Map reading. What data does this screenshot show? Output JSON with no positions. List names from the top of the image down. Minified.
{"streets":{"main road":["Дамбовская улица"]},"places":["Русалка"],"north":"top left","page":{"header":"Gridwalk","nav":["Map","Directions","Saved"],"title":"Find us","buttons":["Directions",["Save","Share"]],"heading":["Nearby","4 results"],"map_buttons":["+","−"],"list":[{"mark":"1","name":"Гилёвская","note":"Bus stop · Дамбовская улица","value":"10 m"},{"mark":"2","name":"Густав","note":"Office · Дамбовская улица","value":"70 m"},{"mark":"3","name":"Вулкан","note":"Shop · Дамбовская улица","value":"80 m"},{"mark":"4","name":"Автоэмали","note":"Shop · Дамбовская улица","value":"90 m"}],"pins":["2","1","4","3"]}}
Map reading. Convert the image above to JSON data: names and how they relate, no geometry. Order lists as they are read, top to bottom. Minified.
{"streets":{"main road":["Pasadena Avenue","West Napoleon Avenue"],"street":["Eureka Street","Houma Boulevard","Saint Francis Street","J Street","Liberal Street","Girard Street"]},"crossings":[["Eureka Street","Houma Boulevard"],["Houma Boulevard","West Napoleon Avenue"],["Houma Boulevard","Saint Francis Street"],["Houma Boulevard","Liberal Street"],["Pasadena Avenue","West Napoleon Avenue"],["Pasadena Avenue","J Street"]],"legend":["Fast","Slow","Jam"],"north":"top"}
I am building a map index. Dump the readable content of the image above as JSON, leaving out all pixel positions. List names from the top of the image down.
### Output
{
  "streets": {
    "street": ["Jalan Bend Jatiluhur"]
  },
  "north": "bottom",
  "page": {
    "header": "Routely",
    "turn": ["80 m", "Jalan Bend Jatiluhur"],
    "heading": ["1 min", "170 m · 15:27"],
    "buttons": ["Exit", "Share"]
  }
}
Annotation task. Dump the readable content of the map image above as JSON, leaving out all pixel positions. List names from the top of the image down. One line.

The problem: Scan the entries above for the word "readable", then copy every line in which it occurs.

Reply:
I am building a map index. Dump the readable content of the image above as JSON, leaving out all pixel positions. List names from the top of the image down.
Annotation task. Dump the readable content of the map image above as JSON, leaving out all pixel positions. List names from the top of the image down. One line.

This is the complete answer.